Sodium bicarbonate (baking soda) is well known as a gentle scrubbing and cleaning agent. It also neutralises acidity, which is actually what causes the degradation of tooth enamel that leads to decay.

Bentonite is a type of clay, made up of the tiny calcite skeletons of prehistoric, microscopic, ocean-dwelling diatoms. It also has a range of home remedy uses, stemming from its powerful detoxifying properties. It can be made into a paste and used topically, to treat skin lesions, or prepared as a suspension in water and taken internally, to treat stomach upsets. In the jungles of South America, tapirs eat the stuff, which is what allows them to safely eat toxic plants that would otherwise kill them! In the tooth powder, it acts as a cleaning, mineralising and detoxifying ingredient.

Clove oil adds a pleasant flavour and natural antiseptic properties.


Sun lotion

Homemade sunscreen in reused container
Sunscreen is an essential for anyone who spends much time outdoors. It's another great example of the shock value to be had from reading the list of ingredients. For a start, as with pretty much every skin cream or lotion, the number one ingredient is Aqua. That's water to you and me! I suppose this comes down to a general consumer demand for 'non-greasy' lotion formulae, but it comes at a price. The active 'moisturising' ingredients absorbed by the skin from creams and lotions are, necessarily, oils and fats, not water. Anybody who has ever been swimming knows that water doesn't moisturise the skin. In order to keep oils and water nicely mixed, they have to be coated with emulsifiers: great source of mystery chemical ingredients right there. To thicken these watery creams to a nice consistency, one has to add gums, such as guar or xanthan. More items not required for the core purpose. The list goes on.

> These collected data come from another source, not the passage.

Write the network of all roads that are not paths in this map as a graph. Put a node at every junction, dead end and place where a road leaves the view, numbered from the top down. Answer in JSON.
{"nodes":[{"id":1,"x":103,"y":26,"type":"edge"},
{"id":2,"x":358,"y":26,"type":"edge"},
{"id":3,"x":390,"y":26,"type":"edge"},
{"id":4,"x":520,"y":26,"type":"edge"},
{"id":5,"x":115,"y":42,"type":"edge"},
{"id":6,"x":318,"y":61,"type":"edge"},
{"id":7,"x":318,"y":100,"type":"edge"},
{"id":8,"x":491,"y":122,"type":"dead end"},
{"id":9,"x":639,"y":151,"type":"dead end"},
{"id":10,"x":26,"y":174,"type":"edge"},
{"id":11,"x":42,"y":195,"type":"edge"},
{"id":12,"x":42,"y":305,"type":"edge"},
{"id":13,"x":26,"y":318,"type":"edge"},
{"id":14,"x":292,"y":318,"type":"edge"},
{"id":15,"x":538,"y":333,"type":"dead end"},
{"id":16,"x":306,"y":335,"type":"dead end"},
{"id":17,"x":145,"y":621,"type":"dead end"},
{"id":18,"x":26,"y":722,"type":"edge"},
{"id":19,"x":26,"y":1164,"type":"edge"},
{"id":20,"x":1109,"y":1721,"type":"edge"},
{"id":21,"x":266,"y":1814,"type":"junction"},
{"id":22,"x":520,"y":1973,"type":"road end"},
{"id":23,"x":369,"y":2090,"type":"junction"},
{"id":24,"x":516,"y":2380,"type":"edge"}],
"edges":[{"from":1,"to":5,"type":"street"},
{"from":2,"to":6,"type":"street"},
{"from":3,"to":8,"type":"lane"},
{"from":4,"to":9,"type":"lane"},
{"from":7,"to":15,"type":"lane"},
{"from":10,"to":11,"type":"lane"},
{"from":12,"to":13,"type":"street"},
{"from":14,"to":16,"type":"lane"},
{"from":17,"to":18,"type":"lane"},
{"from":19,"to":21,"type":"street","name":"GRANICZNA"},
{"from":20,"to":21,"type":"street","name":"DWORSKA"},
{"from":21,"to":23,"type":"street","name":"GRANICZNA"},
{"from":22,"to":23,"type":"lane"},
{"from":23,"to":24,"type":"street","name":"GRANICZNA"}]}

So the moisturising creams, ointments and sunscreen that I make have a simple lipid base. The basics are things like coconut oil, olive oil, shea butter, lanolin, beeswax. All readily absorbed by and beneficial to the skin. You can vary the ratios to get the sort of consistency you want. For lip balm, as an example, up the proportion of beeswax to make the final product that bit firmer.

2 heaped tbsp shea butter
3 heaped tbsp beeswax
2 heaped tbsp coconut oil
2 tbsp calendula oil (to make this, cover a handful of calendula blossom with eg olive or cold-pressed rapeseed oil and leave to infuse for up to a week, then strain out the flowers)
2 tbsp zinc oxide (be sure to get non-nano)
1 tsp lanolin
1 tsp raspberry seed oil
1/4 cup olive oil

The active sun blocking ingredients are the zinc oxide and raspberry seed oil. To increase the SPF, simply add more zinc oxide and/or rasp seed oil.

Melt and combine all in a double-boiler (or just a smaller pot inside a larger one, with hot-simmering water in the larger one), then pour into a jar and allow to set.

With this sunscreen it's important to make sure you're properly covered, so it should be reapplied several times a day. It may not be strong enough for Australia or the Med, but it does just fine for UK conditions. Experiment carefully until you're sure you have the right formula for your situation.

Bath salt

Nothing could be simpler:
Just add 1 cup of Epsom salts per bath!

The possibilities really are endless, particularly once you start making your own herbal extract ingredients, and especially if they're also home grown. The companies making big bucks out of all this stuff want you to believe that it's fabulously complex and the teams of scientists they have developing their products have developed formulae with unparalleled effectiveness. Sure, they work: but they're also much more complex than they need to be to work. The simple reason: maximisation of profit!